Tax rules that allow American companies to be globally competitive could result in more jobs here in Minnesota. With almost 95 percent of the world's consumers living outside our national borders, foreign demand for American goods and services offers tremendous potential for the United States. If Minnesota-based companies like ours can become stronger globally, we can also ensure the strength and prosperity of our operations in Minnesota. According to a new study by the Business Roundtable, 762 globally engaged companies operating in Minnesota were directly and indirectly responsible for nearly half of all private-sector employment in the state in 2011. These companies, their suppliers and the spending of their employees supported 1.4 million Minnesota jobs, produced $131 billion in Minnesota's gross domestic product and provided $80 billion in payroll to Minnesotan workers. Continued success of Minnesota businesses will lead to more jobs and a higher standard of living for all Minnesotans.

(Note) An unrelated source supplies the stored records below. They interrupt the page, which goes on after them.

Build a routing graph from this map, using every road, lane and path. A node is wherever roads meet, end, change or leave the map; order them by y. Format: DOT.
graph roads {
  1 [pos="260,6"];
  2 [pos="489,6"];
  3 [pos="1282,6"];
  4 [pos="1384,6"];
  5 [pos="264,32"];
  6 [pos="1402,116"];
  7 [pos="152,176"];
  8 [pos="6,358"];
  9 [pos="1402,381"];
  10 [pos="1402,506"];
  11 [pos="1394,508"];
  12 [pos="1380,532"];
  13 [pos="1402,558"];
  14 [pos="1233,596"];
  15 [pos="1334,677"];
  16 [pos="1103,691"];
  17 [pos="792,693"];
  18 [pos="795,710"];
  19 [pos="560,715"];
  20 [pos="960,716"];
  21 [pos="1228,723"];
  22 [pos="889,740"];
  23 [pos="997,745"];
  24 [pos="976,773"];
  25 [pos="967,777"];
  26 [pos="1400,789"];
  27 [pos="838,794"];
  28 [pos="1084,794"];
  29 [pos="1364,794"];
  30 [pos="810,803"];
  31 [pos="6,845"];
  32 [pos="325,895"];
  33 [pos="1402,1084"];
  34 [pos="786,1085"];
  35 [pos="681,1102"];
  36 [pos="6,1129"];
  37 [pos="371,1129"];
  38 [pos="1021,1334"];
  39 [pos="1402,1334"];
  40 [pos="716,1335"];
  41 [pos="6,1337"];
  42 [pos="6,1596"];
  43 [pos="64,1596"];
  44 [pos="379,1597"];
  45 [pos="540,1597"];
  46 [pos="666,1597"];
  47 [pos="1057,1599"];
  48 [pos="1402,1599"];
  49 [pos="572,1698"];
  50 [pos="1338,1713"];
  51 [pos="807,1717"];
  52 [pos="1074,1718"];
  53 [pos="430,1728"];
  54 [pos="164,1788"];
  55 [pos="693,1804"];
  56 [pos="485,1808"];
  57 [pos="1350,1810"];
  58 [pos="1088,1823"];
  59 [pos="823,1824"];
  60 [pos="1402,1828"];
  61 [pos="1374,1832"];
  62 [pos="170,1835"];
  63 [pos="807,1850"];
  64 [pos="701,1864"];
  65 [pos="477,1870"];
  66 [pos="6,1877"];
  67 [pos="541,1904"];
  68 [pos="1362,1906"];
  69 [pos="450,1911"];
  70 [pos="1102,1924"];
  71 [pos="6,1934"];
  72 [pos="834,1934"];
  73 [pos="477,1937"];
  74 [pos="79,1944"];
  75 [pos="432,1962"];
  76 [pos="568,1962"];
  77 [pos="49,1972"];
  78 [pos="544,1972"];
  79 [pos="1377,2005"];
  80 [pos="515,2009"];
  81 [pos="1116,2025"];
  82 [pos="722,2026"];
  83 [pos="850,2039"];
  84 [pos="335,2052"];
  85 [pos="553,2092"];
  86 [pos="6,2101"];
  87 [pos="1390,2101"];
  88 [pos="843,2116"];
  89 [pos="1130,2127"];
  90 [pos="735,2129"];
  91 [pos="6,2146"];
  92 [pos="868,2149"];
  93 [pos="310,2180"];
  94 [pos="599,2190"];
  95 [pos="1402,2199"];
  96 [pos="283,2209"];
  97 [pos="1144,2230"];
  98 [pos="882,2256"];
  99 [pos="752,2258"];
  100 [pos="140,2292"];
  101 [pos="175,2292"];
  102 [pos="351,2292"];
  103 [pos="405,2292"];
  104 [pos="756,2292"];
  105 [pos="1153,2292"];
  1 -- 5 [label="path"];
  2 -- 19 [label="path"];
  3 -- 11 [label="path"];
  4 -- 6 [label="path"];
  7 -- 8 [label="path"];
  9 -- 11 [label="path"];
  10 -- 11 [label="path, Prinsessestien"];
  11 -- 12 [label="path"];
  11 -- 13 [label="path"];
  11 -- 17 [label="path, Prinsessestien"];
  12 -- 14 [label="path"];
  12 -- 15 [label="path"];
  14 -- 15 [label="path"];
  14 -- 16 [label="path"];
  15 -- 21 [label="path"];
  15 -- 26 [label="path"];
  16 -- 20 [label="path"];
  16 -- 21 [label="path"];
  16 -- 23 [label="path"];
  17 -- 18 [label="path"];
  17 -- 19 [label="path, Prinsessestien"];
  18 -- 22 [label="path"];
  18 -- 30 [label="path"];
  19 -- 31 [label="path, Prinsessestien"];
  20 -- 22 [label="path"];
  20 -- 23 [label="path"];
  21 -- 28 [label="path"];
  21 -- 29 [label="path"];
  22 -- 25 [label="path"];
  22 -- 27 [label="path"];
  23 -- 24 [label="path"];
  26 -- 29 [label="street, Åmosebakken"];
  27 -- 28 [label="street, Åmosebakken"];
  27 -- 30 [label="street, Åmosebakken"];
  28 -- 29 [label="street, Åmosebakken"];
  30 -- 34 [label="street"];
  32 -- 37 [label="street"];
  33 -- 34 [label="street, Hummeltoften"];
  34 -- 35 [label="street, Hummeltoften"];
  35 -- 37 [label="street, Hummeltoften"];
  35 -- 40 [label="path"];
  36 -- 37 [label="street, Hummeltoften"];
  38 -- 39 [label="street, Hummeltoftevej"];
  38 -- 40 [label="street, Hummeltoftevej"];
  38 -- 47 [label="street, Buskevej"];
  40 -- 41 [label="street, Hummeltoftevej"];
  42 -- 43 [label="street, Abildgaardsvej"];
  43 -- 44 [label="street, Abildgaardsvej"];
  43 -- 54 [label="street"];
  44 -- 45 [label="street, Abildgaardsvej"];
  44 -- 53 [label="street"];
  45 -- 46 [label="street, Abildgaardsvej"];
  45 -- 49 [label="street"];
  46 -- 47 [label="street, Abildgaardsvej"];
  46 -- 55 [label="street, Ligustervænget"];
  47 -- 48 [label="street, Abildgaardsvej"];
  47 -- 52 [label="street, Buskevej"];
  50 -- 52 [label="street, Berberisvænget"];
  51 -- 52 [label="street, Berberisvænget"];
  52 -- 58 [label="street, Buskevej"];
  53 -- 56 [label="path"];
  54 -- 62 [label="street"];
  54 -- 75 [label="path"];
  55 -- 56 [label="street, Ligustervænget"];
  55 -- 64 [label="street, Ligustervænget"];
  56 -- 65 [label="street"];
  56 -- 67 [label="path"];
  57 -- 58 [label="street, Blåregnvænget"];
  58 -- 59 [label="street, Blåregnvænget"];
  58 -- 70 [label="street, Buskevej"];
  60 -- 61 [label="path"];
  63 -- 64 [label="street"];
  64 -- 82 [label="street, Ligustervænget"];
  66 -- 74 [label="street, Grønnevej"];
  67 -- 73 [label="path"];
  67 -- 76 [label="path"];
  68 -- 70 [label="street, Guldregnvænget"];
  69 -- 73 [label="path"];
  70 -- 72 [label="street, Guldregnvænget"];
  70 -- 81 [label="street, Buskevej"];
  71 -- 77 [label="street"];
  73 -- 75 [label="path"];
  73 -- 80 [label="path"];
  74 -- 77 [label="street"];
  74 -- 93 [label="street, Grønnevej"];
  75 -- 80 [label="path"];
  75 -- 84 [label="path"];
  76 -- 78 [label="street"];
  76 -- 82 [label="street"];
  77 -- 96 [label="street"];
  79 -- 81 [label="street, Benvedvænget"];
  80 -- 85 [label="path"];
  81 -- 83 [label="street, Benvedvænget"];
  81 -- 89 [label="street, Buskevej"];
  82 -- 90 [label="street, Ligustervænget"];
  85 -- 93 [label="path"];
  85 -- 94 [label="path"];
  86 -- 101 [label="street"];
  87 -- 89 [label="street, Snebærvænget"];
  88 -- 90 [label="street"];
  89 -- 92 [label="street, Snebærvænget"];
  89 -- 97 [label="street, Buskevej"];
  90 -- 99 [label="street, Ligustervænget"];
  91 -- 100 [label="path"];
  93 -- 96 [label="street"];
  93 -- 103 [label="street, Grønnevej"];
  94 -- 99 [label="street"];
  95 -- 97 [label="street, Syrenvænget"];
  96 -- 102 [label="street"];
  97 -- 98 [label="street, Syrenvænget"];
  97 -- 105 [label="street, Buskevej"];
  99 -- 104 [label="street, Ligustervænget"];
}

Comprehensive reform to modernize the U.S. tax system should first include reducing the U.S. corporate rate to a level that is competitive with other industrialized countries. Second, international tax rules should allow U.S. companies to return their earnings for investment and job creation at home without a tax penalty or a very minimal incremental tax at most. These changes can be adopted without increasing the deficit by carefully reexamining the tax code and clearing out the underbrush of corporate tax deductions, credits and exemptions that have grown back since 1986.

Comprehensive reform to create a more competitive tax code is something we should all wholeheartedly support. It will enable a healthier economy for Minnesota and for the United States.

Omar Ishrak is chairman and CEO of Medtronic Inc. and is a member of the Business Roundtable.